A unity, a pattern, an all-embracing meaning—if it exists—could only be discerned or experienced by a different kind of mind, in a different state of consciousness. It would only be realizable by a mind which had itself become unified. —Rodney Collin, Theory of Celestial Influence
Esteemed Reader of Our Magazine:
This morning I was on the phone doing business and happened to look out the window at a field. All at once, the details came into focus. I could see the sunlight on each blade of green grass. I could see them waving, each in its own way, in the gentle wind. I saw the field and the grass together, and it was as though time stopped.
“Hello? Are you there?” asked my colleague on the other end of the line.
“Yes,” I replied as my attention came back to the work at hand. “I am here.” And I meant it.
The experience gave me a clue to the physics of presence. It has to do with the relationship of the parts and the whole. By some capacity of adaptive engineering we perceive one or the other, rarely both, and rarer still do we experience a third thing—ourselves—in the picture. When attention is allowed to expand to perceive both the parts and the whole, the particular and the general, or, as the maxim expresses, the trees and the forest, a synergy of attention opens a door on a larger bandwidth of consciousness. It is in these moments that one can truly say “I am here.”
The first astronauts had experiences illustrating this point. Viewing the Earth as a singular world and perceiving its smallness and fragility in space aroused radical new sensibilities. Astronaut Edgar Mitchell described it as a “spontaneous epiphany experience” and Earth as the “blue jewel-like home planet suspended in the velvety blackness from which we had come. What I saw out the window was all I had ever known, all I have ever loved and hated, longed for, all that I once thought had ever been and ever would be. From that moment on, my life was irrevocably altered.”
The experience of cognizing the whole of something, when one is accustomed to perceiving only the parts, seems to open the spigot for meaning and meaningfulness to flow in. There is not only an intellectual but also an emotional cognition. We feel the significance at the same time as we know it. These two together may comprise an authentic definition of conscience.
Significant life events can sometimes trigger this larger view even in people that aren’t seeking it. Why do we cry at births, weddings, funerals, graduations? At some level, we see the point in time relative to all that came before and will come after. In this sense, we experience the part and whole not just in space but also in time. We taste the delicate intersection between the temporal and eternal, giving rise to an expanded present moment and the simultaneity of particular moments in time.
The perception of a longer view of time can enable us to discern and respond to the difference between the apparently urgent and the truly important. In a word, it arouses real conscience. A global example is the effect of human greed on the life of the biosphere and planet. If we could really feel what we know to be the effects of humanity’s unbridled consumption, and our pathological impulse to convert the actual life and materials of the natural world into an unreal and abstract currency, we would stop. We would just stop.

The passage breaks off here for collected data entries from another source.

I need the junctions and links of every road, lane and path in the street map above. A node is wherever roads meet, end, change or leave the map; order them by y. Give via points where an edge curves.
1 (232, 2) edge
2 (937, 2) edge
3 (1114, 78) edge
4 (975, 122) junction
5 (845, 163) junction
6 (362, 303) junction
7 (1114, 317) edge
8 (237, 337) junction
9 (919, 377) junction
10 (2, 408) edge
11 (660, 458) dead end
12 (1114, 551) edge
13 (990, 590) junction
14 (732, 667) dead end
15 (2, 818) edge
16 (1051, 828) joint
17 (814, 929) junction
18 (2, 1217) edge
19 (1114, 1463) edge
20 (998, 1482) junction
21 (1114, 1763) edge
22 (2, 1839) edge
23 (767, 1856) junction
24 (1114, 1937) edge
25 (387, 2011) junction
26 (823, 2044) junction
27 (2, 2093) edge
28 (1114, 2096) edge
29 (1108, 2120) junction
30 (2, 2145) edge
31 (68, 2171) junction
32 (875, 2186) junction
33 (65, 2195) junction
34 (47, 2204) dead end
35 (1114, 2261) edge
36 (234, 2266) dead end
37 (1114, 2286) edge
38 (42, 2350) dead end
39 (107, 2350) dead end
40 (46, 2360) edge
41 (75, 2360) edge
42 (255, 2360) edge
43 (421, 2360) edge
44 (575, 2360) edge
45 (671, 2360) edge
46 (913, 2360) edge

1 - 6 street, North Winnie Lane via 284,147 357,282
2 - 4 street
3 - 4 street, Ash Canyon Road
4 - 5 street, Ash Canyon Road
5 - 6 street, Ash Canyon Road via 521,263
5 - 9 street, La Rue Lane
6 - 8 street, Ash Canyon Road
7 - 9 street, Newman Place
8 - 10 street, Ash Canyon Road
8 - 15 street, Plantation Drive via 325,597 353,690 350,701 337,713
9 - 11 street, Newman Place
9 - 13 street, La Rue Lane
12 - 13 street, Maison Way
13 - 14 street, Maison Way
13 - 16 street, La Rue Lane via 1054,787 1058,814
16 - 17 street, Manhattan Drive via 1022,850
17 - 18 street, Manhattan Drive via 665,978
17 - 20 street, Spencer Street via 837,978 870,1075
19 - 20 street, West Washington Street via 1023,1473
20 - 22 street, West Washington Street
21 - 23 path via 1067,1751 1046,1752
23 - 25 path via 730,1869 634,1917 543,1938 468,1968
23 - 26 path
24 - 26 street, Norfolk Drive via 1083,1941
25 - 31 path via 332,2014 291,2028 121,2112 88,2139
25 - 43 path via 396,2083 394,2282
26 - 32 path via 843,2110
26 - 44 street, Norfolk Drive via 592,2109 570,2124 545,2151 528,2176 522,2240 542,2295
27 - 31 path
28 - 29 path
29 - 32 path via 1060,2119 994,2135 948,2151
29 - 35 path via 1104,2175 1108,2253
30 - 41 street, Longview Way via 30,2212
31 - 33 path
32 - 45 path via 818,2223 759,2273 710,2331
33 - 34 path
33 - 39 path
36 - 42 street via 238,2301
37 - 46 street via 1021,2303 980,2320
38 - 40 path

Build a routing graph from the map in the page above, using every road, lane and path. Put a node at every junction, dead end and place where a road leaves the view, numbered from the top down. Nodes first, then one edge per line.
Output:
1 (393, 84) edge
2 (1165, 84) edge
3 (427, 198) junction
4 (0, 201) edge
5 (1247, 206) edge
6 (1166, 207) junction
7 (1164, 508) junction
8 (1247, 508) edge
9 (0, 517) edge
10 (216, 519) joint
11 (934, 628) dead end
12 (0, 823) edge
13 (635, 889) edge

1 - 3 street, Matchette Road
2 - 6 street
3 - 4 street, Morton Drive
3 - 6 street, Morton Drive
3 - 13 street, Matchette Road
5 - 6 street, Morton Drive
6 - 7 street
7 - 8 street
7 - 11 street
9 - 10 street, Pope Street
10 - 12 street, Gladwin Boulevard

Further, if we could both see and feel that we are, individually, part of the larger body of nature, we would behave differently. Absent this perception, we are enabled to persist in the morbid delusion that we are separate from one another, and separate from the larger body of Great Nature. To cognize that we and all living beings are precious parts of a greater whole would arouse genuine conscience and allow us to leave behind primitive and barbaric demarcations of difference like nationalism, racism, sexism, classism, and money.
When we emerge from this dark age of individualist hallucination the world will turn right side up. People in contact with genuine conscience will be powerful, and sick sociopaths will be cared for with compassion. What has real value will be cherished, and the counterfeit will be set aside.